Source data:
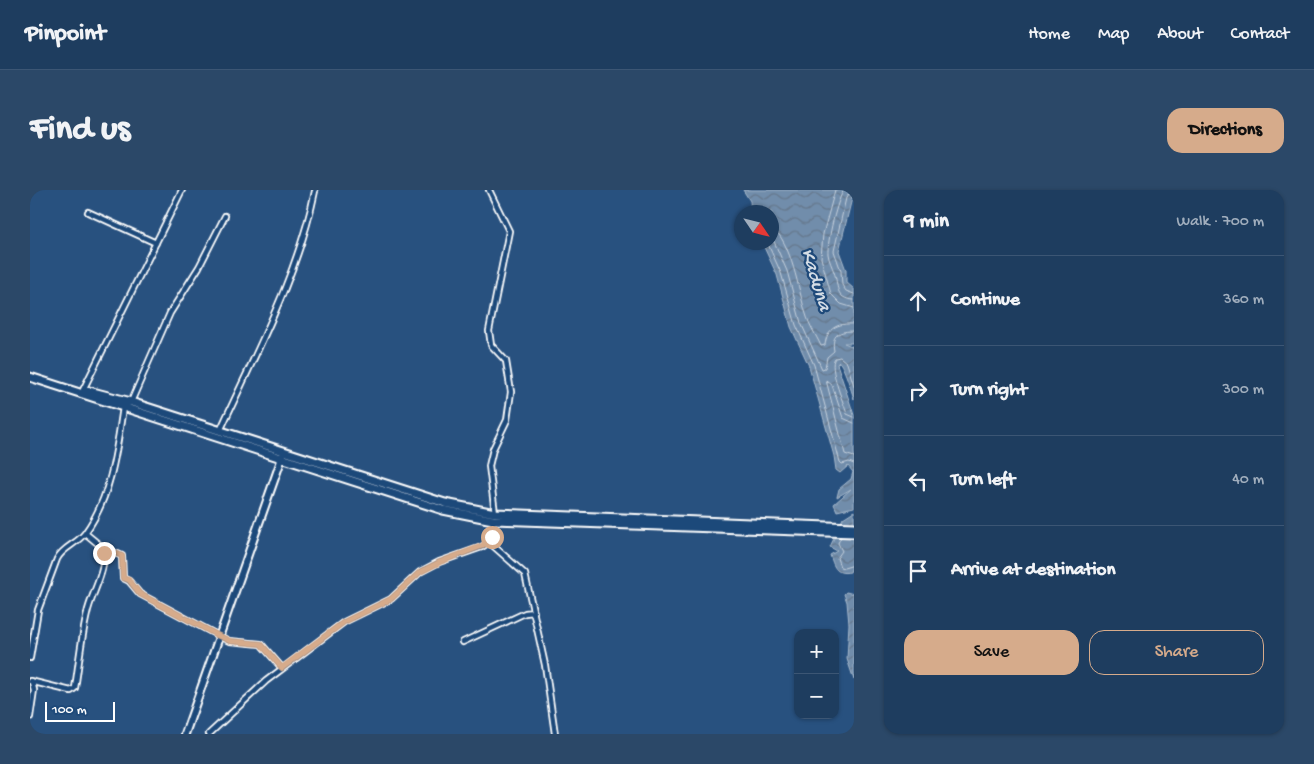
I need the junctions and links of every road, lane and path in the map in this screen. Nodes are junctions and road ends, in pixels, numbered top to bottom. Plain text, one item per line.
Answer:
1 (182, 190) edge
2 (489, 190) edge
3 (315, 192) dead end
4 (88, 212) dead end
5 (225, 216) dead end
6 (156, 242) junction
7 (30, 373) edge
8 (30, 377) edge
9 (83, 390) junction
10 (132, 402) junction
11 (123, 407) junction
12 (220, 431) junction
13 (283, 455) junction
14 (494, 516) junction
15 (854, 526) edge
16 (827, 529) junction
17 (85, 533) junction
18 (854, 533) edge
19 (489, 542) junction
20 (102, 547) junction
21 (534, 612) junction
22 (32, 632) edge
23 (219, 636) junction
24 (463, 642) dead end
25 (30, 658) edge
26 (282, 668) junction
27 (31, 681) edge
28 (30, 717) edge
29 (185, 734) edge
30 (209, 734) edge
31 (555, 734) edge

1 - 6 street
2 - 14 street
3 - 12 street
4 - 6 street
5 - 10 street
6 - 9 street
7 - 9 main road
8 - 11 main road
9 - 10 main road
10 - 12 main road
11 - 13 main road
11 - 17 street
12 - 13 main road
13 - 14 main road
13 - 23 main road
14 - 16 main road
14 - 19 street
15 - 16 main road
16 - 18 main road
17 - 20 street
17 - 22 street
19 - 21 street
19 - 26 street
20 - 23 street
20 - 27 street
21 - 24 street
21 - 31 street
22 - 25 street
23 - 26 street
23 - 29 main road
26 - 30 street
27 - 28 street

# [Assignment]
What lines above mention "main"? Copy each one.

# [Worked solution]
7 - 9 main road
8 - 11 main road
9 - 10 main road
10 - 12 main road
11 - 13 main road
12 - 13 main road
13 - 14 main road
13 - 23 main road
14 - 16 main road
15 - 16 main road
16 - 18 main road
23 - 29 main road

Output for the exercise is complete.